2021-11-12 Thread Chris Angelico
On Sat, Nov 13, 2021 at 3:20 AM Steven D'Aprano  wrote:
>
> On Fri, Nov 12, 2021 at 10:07:13AM -0500, Paul Ganssle wrote:
>
> > I knew about sortedcontainers and I also don't remember ever seeing a
> > situation where I needed one or recommended its use.
>
> We have a very odd situation where apparently sortedcontainers is one
> of the most well-known, popular, most heavily downloaded libraries on
> PyPI. According to here:
>
> https://hugovk.github.io/top-pypi-packages/
>
> sortedcontainers is the 290th most popular package on PyPI, ahead of
> such luminaries as pylint, black, selenium, mypy, django and nose.
>
> And yet, nobody(?) admits to either using it or knowing what it could be
> used for.
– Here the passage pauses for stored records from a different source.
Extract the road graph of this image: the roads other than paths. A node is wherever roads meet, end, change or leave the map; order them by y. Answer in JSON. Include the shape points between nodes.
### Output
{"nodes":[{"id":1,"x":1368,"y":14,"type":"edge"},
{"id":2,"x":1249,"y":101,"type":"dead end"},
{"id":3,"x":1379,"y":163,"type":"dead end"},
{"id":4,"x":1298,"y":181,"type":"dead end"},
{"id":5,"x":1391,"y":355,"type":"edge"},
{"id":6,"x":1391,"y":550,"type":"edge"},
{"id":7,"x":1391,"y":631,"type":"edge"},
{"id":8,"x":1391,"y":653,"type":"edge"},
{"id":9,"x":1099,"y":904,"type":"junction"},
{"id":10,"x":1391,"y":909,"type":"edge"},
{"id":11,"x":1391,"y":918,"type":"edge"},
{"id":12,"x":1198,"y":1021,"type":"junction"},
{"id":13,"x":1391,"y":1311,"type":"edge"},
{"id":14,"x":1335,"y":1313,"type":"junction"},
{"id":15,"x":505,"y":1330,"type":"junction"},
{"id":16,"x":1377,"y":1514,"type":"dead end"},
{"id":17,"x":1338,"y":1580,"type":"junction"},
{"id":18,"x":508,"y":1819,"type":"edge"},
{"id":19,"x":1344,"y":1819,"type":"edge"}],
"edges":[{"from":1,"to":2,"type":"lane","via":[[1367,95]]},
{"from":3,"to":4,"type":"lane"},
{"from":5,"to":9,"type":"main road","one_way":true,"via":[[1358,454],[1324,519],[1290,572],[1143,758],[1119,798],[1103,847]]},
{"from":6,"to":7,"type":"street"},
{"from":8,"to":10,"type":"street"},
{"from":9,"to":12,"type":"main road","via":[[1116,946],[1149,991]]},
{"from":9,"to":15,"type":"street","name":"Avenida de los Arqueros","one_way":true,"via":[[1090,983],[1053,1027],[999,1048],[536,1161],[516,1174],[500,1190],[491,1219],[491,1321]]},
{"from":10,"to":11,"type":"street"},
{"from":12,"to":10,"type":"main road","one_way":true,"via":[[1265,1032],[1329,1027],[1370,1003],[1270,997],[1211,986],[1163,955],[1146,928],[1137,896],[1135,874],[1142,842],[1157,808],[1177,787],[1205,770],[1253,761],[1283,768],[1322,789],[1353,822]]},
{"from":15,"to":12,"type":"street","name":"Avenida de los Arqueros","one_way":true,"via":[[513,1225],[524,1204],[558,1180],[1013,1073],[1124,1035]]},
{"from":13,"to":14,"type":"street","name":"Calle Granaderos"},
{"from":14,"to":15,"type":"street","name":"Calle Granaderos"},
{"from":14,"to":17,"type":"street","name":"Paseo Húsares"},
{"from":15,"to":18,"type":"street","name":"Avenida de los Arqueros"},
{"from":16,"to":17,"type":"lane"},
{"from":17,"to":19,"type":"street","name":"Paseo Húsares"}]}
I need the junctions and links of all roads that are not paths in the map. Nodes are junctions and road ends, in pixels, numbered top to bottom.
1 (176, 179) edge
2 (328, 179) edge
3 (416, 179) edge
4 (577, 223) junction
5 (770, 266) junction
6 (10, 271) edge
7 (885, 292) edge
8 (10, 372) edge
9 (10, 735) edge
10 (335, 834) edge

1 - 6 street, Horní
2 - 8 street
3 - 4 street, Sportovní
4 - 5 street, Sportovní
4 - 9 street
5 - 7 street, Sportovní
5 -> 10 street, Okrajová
How very curious :-/
>

I think that proves the value of download counts: very little. The
highest on the list is a thing called botocore, which I've never heard
of. What is it? It's a dependency of a number of Amazon web services.
My guess is that it's a dependency of popular tools - or maybe of
automatically-installed tools, even - while not itself being well
known. Actually, quite a few of the most popular packages on that list
are Amazon-related, so quite possibly they're all being installed as a
set in response to one single *actual* dependency.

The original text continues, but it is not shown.